Garden School:


Garden School:
Teaching this week: Rose pruning (as always!) and leaf mold.

Friday, 1 December 2017

Ferns - How to tidy them up for winter

Winter really seems to have arrived this year, and it's only the first of December: we've had heavy frost here for the last week, and all those plants that were bravely - and wrongly - flowering out of season will now be suffering the consequences.

There are still jobs to be done in the garden, and one of those is to cut back the ferns that are now looking sad and battered.

Some years, they retain good colour and some springiness in their foliage right through to March, but this year they seem to be going brown and lying down very early, which gives us a nice winter job to do.

Here's one I did last week, half done to show you Before and  After in one go: you can see the tight, shiny "knot" of new fronds in the centre, and you can see that, on one  half,  I have cut the old stalks down so tight to the base that you can't even see where they were.



Here is a classic case - right - of  How Not To Do It.

Horrible, eh? This is what it looked like in late April, and the owner had been looking at it, like this, all winter long.
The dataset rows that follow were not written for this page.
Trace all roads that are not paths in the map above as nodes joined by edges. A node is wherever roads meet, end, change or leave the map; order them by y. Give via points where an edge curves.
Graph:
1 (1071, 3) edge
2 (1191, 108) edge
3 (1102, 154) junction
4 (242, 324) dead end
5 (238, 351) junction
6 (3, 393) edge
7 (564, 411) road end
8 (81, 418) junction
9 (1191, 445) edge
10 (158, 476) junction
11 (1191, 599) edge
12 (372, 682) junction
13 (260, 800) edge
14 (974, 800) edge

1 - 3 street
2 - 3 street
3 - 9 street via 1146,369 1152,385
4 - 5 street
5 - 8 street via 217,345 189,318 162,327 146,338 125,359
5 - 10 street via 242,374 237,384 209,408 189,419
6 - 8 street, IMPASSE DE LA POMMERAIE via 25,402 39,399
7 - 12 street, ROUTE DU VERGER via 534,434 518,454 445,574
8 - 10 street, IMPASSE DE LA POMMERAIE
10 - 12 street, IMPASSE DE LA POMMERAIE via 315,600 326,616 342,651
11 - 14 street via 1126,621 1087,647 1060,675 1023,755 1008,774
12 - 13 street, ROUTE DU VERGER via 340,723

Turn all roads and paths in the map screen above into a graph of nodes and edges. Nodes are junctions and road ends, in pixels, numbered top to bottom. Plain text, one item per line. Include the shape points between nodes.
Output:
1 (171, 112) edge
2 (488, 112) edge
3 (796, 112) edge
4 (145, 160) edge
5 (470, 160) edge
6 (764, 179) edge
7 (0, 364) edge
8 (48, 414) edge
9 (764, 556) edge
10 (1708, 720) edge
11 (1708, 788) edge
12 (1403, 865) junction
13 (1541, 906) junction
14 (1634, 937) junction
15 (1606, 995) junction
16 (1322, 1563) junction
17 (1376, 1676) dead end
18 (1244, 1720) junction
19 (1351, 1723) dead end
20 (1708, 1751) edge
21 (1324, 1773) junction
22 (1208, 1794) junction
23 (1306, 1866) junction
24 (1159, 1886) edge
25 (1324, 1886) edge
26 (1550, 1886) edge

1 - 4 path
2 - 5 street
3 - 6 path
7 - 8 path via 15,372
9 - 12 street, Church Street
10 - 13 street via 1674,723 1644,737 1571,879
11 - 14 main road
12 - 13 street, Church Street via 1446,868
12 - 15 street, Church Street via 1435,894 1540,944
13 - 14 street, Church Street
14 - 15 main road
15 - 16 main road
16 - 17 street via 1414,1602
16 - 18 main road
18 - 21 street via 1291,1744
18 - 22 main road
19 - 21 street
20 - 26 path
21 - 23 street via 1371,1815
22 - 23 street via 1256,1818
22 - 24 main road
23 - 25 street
But they were not alone, a lot of  people make this mistake, when cutting back non-evergreen ferns; they chop off the old fronds a couple of inches above the base, in the mistaken belief that they are being kind to the plants by leaving them a bit of frost protection.

Not so!  Well, unless you live in the very north of the country, or on a very exposed hill-top or coast, but even then, ferns don't need it, they are fully hardy and can cope with whatever the UK throws at them.

Also, if you leave a fringe of dead stalks like this,  you are creating a lovely "bug hotel" for overwintering slugs, snails, and other beasties. Now, this could he could be considered a good thing, if you are keen on preserving the wildlife, but personally I would rather leave them some piles of logs and branches around the far back edges of the garden, rather than encouraging them to hang around my beds and borders, not to mention how the dead bits don't really add to the beauty of the winter border.

Finally, and as far as I am concerned, this is the best reason: if you don't cut off the old stalks right down close to the base, then you can't see the wonder of the new fronds unfolding, next spring.  Have you ever looked closely at new fern fronds? They are amazing! And so many people miss them completely, because they either didn't cut back the ferns at all, or left a few inches of old stalks on them.

Oh, actually that's not "finally" at all - the real "finally" is that, come next spring, if you have left a length of old stalk, and you want to clear away the by-now nasty rotted stems, it is really fiddly and time-consuming to do it without damaging the new fronds.

So, all ways round, it is much better to cut 'em back now, and cut 'em back hard!

2 comments:

  1. many thanks for your advice on ferns, Rachel. I've cut them right back and look forward to having new fronds in Spring :-)

    ReplyDelete
    Replies
    1. It's well worth doing, Harry: and a great opportunity - in spring - to try out your photography skills on those tender new fronds.